[Opening Working data section]

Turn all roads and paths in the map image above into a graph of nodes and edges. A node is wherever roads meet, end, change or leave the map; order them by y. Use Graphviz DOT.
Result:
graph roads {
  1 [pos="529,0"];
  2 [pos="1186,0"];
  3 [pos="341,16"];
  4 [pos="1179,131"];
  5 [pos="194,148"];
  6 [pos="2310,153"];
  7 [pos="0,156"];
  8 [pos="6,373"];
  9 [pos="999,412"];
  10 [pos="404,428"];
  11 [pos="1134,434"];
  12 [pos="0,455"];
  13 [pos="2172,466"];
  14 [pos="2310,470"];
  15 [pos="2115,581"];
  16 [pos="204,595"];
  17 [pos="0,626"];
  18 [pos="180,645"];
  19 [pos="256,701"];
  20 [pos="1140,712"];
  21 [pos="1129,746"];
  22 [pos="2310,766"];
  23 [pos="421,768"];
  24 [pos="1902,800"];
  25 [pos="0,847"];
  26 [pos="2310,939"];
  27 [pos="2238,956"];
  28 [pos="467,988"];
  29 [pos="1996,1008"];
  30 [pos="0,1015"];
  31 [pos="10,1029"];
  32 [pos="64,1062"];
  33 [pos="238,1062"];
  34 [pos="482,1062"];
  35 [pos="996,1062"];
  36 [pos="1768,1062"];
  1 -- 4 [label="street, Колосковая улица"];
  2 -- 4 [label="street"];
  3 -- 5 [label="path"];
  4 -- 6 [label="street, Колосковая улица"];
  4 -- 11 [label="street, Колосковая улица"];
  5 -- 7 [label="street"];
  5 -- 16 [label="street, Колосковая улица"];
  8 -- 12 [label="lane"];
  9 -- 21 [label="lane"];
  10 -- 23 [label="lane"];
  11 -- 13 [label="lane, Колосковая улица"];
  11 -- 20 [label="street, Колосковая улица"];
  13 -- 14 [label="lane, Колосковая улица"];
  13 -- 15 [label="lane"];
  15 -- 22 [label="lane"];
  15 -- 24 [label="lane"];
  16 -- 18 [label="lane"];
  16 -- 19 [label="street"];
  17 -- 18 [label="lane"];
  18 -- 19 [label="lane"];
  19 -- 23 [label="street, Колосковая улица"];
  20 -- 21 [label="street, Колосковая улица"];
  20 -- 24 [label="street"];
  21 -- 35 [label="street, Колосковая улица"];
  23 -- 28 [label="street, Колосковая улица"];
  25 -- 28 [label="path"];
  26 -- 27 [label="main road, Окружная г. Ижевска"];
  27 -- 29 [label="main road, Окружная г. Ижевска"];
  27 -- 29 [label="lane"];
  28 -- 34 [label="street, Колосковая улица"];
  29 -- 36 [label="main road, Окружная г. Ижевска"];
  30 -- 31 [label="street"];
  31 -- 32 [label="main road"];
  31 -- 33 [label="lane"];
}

[Closing Working data section]

- About this exercise -
Look over the entries for "main", then copy every line that includes that string.

- Written response -
  26 -- 27 [label="main road, Окружная г. Ижевска"];
  27 -- 29 [label="main road, Окружная г. Ижевска"];
  29 -- 36 [label="main road, Окружная г. Ижевска"];
  31 -- 32 [label="main road"];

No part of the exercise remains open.